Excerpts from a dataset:

- Opening Delimiter -

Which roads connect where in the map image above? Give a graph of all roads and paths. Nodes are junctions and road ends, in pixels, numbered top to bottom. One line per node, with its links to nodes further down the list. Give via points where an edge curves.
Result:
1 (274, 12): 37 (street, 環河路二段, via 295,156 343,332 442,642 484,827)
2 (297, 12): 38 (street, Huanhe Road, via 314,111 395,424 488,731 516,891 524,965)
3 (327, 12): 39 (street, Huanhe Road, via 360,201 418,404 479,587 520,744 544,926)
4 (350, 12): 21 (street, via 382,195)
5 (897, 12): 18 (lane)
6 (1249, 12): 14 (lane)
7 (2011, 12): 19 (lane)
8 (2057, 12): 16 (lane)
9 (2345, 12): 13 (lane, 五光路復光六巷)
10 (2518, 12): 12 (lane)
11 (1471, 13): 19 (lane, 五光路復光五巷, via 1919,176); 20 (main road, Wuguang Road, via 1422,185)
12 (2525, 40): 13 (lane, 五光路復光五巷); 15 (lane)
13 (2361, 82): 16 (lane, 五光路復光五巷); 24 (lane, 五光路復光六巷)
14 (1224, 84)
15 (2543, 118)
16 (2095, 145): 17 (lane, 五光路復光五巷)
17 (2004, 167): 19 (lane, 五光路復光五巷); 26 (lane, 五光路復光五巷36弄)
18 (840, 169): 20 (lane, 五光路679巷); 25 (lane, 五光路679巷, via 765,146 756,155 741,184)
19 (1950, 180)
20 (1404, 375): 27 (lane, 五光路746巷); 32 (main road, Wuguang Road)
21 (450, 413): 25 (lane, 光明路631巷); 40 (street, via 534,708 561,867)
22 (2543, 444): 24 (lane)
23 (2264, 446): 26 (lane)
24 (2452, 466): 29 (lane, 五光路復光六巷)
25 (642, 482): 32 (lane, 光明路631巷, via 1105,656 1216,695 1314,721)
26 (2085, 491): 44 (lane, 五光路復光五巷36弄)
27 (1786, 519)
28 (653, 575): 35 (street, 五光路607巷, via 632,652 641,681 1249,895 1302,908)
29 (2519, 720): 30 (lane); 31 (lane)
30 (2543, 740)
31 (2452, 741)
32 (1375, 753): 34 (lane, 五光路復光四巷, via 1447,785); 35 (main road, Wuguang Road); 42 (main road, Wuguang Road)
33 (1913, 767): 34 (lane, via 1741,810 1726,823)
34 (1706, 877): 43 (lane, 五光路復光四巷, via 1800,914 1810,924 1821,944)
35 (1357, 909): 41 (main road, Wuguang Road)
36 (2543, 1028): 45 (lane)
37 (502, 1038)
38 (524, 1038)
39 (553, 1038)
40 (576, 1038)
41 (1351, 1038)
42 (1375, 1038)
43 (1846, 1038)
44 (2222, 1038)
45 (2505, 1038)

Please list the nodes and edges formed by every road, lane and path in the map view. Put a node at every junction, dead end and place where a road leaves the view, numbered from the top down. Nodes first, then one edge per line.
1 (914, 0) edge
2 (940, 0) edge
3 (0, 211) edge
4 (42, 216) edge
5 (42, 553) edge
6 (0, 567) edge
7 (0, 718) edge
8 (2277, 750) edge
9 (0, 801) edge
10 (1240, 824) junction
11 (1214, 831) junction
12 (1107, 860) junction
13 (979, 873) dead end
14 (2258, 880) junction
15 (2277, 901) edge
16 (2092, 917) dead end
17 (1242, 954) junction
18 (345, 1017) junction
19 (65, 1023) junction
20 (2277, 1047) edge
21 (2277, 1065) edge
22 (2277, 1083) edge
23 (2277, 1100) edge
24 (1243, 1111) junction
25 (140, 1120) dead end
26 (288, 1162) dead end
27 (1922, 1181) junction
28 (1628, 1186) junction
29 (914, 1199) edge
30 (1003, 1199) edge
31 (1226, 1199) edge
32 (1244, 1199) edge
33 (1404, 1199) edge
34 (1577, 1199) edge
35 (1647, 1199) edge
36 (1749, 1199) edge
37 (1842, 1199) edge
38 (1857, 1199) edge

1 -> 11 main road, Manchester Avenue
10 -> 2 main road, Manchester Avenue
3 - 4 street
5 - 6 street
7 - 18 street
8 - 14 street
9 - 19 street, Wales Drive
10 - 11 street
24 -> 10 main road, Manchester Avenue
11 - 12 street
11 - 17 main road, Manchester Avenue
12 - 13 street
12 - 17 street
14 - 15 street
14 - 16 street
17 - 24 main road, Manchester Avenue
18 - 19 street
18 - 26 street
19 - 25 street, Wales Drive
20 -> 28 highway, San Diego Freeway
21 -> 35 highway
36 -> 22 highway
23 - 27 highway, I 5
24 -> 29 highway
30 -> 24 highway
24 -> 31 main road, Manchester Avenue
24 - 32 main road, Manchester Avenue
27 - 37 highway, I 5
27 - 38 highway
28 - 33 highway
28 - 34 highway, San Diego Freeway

- Closing Delimiter -

What the exercise asks
Where does the word "down" occur in the data? Copy every line that has it.

Response to this task
Which roads connect where in the map image above? Give a graph of all roads and paths. Nodes are junctions and road ends, in pixels, numbered top to bottom. One line per node, with its links to nodes further down the list. Give via points where an edge curves.
Please list the nodes and edges formed by every road, lane and path in the map view. Put a node at every junction, dead end and place where a road leaves the view, numbered from the top down. Nodes first, then one edge per line.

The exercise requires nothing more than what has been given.